## ABOUT THIS EXERCISE
Where does "lane" appear in the data? Return each line that holds it.

## Dataset entries

"""

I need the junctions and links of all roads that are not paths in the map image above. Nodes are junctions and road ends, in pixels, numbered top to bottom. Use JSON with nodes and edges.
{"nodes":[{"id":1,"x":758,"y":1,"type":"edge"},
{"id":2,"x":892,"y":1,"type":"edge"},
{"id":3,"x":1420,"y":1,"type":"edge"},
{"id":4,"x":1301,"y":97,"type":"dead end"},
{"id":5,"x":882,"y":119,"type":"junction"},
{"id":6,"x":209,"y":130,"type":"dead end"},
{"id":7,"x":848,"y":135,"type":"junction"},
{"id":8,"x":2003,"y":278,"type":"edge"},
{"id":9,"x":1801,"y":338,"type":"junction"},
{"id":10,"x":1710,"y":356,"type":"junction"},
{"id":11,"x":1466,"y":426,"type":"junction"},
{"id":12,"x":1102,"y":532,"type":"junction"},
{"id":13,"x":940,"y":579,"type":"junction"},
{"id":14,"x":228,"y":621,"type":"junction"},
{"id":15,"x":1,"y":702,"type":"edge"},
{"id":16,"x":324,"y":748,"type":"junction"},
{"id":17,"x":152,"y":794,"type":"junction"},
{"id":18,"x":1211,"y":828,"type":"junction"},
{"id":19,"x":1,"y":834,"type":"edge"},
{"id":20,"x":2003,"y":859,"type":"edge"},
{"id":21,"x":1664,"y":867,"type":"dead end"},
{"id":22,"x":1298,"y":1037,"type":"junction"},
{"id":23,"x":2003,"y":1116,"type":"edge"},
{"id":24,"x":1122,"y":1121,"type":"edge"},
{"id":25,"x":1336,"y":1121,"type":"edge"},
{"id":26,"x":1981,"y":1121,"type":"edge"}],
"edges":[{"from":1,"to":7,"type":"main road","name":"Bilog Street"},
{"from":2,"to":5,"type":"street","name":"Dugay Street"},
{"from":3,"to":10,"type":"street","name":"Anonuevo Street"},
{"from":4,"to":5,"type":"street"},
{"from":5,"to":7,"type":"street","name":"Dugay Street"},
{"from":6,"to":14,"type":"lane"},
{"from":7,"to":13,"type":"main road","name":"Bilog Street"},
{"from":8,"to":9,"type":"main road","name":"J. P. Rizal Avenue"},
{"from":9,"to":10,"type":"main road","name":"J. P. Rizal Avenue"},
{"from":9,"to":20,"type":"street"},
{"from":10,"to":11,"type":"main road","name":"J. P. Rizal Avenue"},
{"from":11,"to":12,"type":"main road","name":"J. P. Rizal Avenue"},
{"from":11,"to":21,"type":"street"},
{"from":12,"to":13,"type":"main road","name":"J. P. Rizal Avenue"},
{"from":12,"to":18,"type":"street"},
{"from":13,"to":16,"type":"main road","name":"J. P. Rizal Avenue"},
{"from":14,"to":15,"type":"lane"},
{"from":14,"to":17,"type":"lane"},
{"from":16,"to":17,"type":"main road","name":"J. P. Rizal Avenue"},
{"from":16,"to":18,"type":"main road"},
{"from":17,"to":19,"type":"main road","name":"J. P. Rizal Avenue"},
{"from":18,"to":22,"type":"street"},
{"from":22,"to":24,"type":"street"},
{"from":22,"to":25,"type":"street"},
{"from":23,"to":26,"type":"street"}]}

"""

## EXERCISE ANSWER
{"from":6,"to":14,"type":"lane"},
{"from":14,"to":15,"type":"lane"},
{"from":14,"to":17,"type":"lane"},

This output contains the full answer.